Monday, June 9, 2014

Wild World

Hi there!  It's been absolutely too long since I last wrote.  I wish I could say I was on a glamorous trip to Europe and couldn't find the time to write, but, that's not the case.  I've just been busy with typical daily life to find the time to write.  Over the past month, we've geared up for some upcoming plans: weddings, fundraisers, birthday parties, vacations, etc...  But it's what happened this morning that was weighing heavily on my mind for the past month (s), er, 16 months.

 Wild World

I always knew I would go back to work after having Grace.  When I left her home with the nanny for my first day back to work after maternity leave, I was a wreck.  I'm told this is very normal.  I was a wreck for the first couple of months, and then it was if we hit a smooth road and things were working seamlessly.  THEN, our nanny had to leave us, so we had to adjust to another nanny taking care of Grace, THEN that nanny left and we had to adjust to another nanny.  Matt, Grace and I were exhausted from all this adjusting - so Matt and I made the decision that come summertime we would put Grace in "school."

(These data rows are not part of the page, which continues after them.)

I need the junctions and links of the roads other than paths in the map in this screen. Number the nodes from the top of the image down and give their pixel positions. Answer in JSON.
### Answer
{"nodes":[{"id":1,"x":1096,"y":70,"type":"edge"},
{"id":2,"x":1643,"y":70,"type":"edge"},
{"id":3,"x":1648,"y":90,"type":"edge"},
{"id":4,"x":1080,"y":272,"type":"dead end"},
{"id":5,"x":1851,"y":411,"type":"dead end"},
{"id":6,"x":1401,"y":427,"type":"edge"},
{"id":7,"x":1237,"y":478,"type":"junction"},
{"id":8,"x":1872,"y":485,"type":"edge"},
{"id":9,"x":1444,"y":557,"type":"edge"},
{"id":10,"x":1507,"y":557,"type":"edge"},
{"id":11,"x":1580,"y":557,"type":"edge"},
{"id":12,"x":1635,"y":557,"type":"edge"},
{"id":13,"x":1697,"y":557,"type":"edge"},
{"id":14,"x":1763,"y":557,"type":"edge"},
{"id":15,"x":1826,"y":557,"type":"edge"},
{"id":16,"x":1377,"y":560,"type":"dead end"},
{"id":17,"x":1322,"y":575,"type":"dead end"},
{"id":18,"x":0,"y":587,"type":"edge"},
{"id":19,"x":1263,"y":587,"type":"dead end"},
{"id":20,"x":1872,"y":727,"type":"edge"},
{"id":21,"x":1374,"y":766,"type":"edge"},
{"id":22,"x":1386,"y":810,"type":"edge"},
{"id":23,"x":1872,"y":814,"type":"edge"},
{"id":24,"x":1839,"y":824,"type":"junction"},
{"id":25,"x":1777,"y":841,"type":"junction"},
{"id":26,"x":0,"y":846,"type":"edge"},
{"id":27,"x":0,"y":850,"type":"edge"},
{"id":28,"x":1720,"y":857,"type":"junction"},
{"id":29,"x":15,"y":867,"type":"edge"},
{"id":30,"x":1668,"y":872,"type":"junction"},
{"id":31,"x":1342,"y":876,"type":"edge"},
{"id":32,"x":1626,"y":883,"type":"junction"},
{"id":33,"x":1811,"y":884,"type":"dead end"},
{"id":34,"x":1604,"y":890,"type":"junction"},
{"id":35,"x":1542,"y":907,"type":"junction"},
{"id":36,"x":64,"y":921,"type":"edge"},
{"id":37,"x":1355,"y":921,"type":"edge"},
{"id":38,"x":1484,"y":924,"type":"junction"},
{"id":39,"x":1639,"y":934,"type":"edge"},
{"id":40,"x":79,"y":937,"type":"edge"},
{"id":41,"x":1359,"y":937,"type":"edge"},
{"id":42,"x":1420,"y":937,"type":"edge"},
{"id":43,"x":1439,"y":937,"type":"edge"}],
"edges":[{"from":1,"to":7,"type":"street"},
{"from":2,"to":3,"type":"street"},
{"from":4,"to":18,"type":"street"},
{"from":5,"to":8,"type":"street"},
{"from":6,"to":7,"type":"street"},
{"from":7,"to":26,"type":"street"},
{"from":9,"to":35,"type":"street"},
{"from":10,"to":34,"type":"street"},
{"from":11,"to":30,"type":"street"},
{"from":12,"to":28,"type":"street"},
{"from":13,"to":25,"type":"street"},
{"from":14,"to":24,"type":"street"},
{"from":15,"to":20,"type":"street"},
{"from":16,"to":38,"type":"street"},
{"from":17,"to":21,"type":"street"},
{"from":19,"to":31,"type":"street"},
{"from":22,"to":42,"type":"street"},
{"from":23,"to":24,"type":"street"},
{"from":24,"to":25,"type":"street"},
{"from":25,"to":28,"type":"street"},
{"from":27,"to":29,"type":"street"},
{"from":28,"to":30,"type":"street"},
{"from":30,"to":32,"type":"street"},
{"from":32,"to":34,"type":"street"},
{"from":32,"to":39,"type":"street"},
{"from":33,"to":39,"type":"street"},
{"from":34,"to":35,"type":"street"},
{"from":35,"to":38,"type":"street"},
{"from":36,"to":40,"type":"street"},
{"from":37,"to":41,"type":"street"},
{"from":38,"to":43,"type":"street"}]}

Fast forward four months - today was Grace's first day at "school."  Even though I have been leaving my little girl since she was 12 weeks old, I wasn't quite prepared for this.  I left her in a new environment, on her own, with nothing but lunch and her blanket.  My head knows this is a great opportunity for her, she will form relationships and bonds with kids her own age, teachers that will love her, and she will learn to become an independent little girl.  Of course when it comes to ones we love, we don't always necessarily listen to our head, but rather our heart.  And my heart hurts today.  It hurts because as I said goodbye to Gracie today I could see she was a little confused as to why Matt and I were leaving.  It hurts because as soon as we walked out of the room, I looked to Matt who was overcome with emotion.  It hurts because I know that this is only the beginning of us having to let our little bird out of the nest to fly on her own.

Grace before her first day of "school"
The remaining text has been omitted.